We gonna go to London for this new album,’ ” Kent — who at the time was senior vice president of A&R at Motown Records — told The Post. “And I was like, ‘Man, you know I got a job.’ But he was like, ‘I’m going to London and you’re coming with me.’ ”Sadly, the two never made that trip: After leaving the party at the Petersen Automotive Museum, the Notorious B.I.G., a k a Biggie Smalls, was killed at the age of 24 in a drive-by shooting while sitting in his GMC Suburban.

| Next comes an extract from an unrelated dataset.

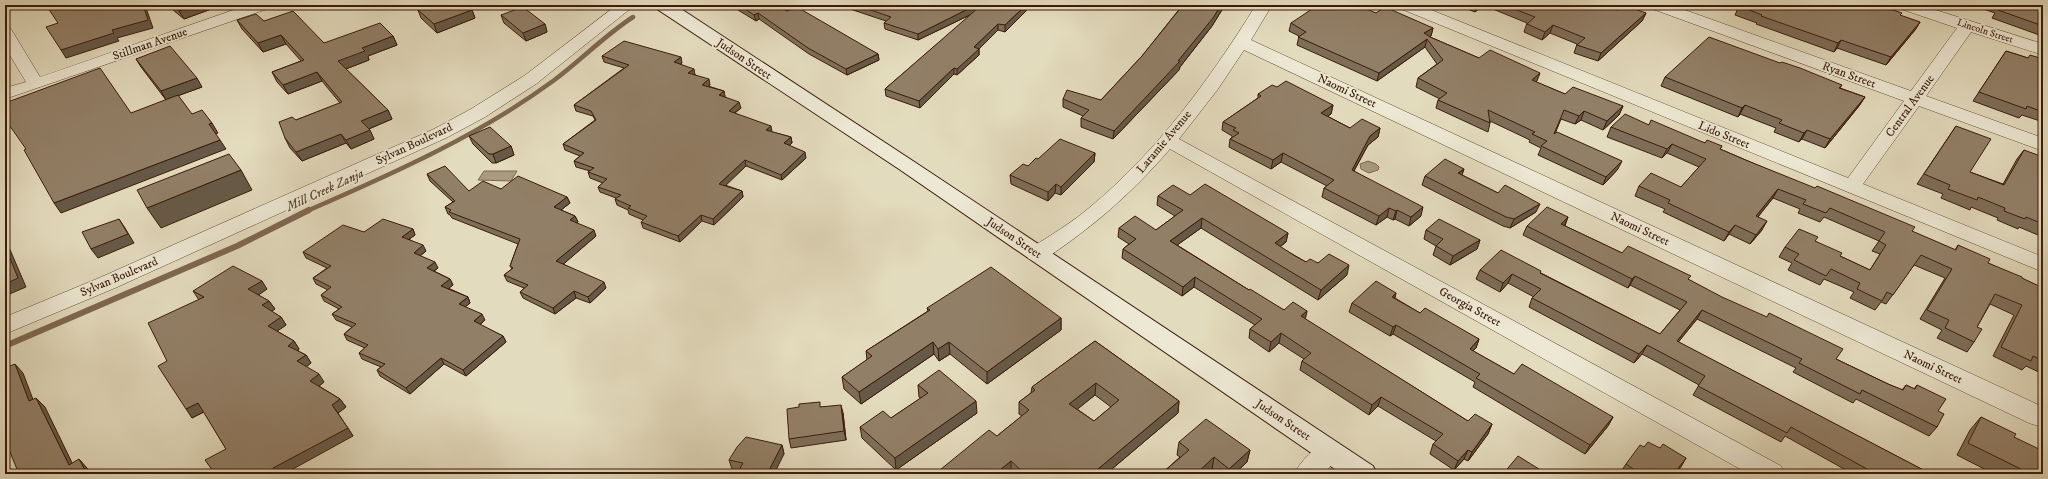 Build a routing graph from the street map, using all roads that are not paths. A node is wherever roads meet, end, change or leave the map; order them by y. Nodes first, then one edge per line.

Twenty-five years after his murder on March 9, 1997, the case remains an unsolved mystery.“It becomes more mythic that it’s not solved, that we don’t know [who murdered him],” said Alan Light, who was editor-in-chief of Vibe at the time.And Kent still can’t shake the feeling that Biggie should have never gone to that party — six months after the murder of Tupac Shakur had escalated the East Coast-West Coast rap rivalry.“We were together earlier at the hotel talking about things,” said Kent. “I didn’t know he was gonna come to the party.